Captain Belven was going on and on about things I hadn’t even asked about. Air filters. Garbage drops. Rivets. I turned to face the planet-side window, hoping the sight of my back would slow her down.
“Photochromic glass protects the crew from flares,” she began.
Eventually she’d get to murder, if I didn’t kill myself first. I yawned as I looked out. Miles below us the purple atmosphere of Swiffle Prime sloshed and swirled around the mantle drill. It looked motionless, though it was gradually widening as it absorbed beryllium from the planet’s core. I yawned again. Belven was clearly enjoying herself too much to notice.
“Not a single injury or death in twelve years,” she said. “Virtually no accidents because everything is state-of-the-art. Argon-bonded aluminum hull, temporal-difference matrix managing all mission-critical functions, ground return for all electrical systems—”
“Ground return?” I opened the tablet on which I’d been filling out the Mining Ship Safety Assessment Form. “Naked current runs through the ship?”
“Harmlessly through the aluminum hull.”
Nothing I said or did had any effect on her.
“It’s quite common in terrestrial and railway power systems,” Belven went on. “Current flows to the load through a wire, and it flows back through earth, track, or, in this case, hull. It saves a fortune in material to leave out all the return wires.”
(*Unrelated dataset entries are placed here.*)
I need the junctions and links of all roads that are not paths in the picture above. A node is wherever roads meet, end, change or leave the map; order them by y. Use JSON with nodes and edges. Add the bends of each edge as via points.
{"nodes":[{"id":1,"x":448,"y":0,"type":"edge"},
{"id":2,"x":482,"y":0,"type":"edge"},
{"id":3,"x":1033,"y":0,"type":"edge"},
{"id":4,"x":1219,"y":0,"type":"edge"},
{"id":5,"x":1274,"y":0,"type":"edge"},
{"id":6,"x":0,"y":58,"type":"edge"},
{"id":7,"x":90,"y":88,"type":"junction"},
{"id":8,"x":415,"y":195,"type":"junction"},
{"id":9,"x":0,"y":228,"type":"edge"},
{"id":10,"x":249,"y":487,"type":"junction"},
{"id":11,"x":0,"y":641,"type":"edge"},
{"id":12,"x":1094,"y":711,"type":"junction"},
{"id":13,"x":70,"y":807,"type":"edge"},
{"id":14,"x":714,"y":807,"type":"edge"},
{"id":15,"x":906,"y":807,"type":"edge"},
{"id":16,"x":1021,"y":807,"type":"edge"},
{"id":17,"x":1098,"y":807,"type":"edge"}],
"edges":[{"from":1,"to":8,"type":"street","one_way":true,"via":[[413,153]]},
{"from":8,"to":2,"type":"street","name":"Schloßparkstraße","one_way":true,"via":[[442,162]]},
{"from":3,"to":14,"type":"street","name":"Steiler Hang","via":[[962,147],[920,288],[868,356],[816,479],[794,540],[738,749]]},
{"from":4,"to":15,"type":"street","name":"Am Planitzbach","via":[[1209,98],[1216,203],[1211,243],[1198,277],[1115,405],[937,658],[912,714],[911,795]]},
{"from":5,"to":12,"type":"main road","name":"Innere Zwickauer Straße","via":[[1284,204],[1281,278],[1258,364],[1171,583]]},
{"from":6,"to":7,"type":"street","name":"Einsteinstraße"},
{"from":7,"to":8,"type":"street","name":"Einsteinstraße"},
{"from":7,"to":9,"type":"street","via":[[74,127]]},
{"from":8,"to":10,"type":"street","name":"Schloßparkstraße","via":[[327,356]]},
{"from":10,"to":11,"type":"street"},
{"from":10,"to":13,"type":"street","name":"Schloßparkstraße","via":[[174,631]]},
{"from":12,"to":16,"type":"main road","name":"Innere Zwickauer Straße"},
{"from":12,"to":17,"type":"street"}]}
“I see.” Rule Number Nineteen of Mining Ship Inspection: never turn around while the captain is explaining something.
“And when accidents do occur,” she said, as if it were a good thing, “we make our repairs with newer, better components—like the new composite crystalloid section on the drill arm.”
Rule Number Three of Mining Ship Inspection: never look where the captain tells you to look. In this case it was already in sight. I glanced left without moving my head.
The mantle drill hung from a metallic arm that extended several miles from the ship, like a gantry’s hoist line. The arm was silver everywhere except for the green-gold, composite crystalloid cuff where it attached to the ship. The cuff glittered for a moment, and then a shimmering pulse descended the beryllium shaft.
I had to admit it. Belven ran a tight operation.
I turned from the window and gradually started to frown. Belven was good, but so was I. “Captain—”
Rather than become annoyed at the interruption, Belven seemed to forget me as she spun to face an out of breath and apparently very poorly trained junior officer. “Quaggis! What is it?”
“Lieutenant Margill is dead!”
Belven continued to ignore me through several spotless corridors, all the way fussing with Sergeant Quaggis about “Who found the body!” and “Where!” and “How!”
“The break room, in the new section of the drill arm!” shouted Quaggis. “Electrocution!”
“An inevitable consequence of using ground returns,” I said.
“Virtually all of the return current flows through the hull,” Belven said, “not the ship’s interior.”
“Please be reminded that my assessment includes the etiquette of the crew.”
“Of course, Inspector Thymohl.”
Rule Number Twenty-seven of Mining Ship Inspection: if a senior officer is exhibiting gritted teeth, reluctant forgiveness is all one needs to highlight most deficiencies. “I will overlook what I have seen so far.”
The issue of “Who found the body!” was settled on arrival by the figure sobbing over Lieutenant Margill’s blackened corpse. I recognized Engineer Klestro from my morning inspection of the generator. Without raising his gaze he said, “Is that pompous bureaucrat still here?”
“Inspector Thymohl is still with us,” Belven said. “Now.” By this point I’d learned not to expect more by way of apology.
Klestro looked up from the body. “Real safe ship here!”
As he exited the break room he raised his central digit to the three of us—I was standing in the middle—yet another insolence unpoliced by Belven.
Margill’s corpse lay before us. His hair was gone, singed off along with everything else. It was the kind of electrocution that can decommission a mining ship and put its crew on leave for years.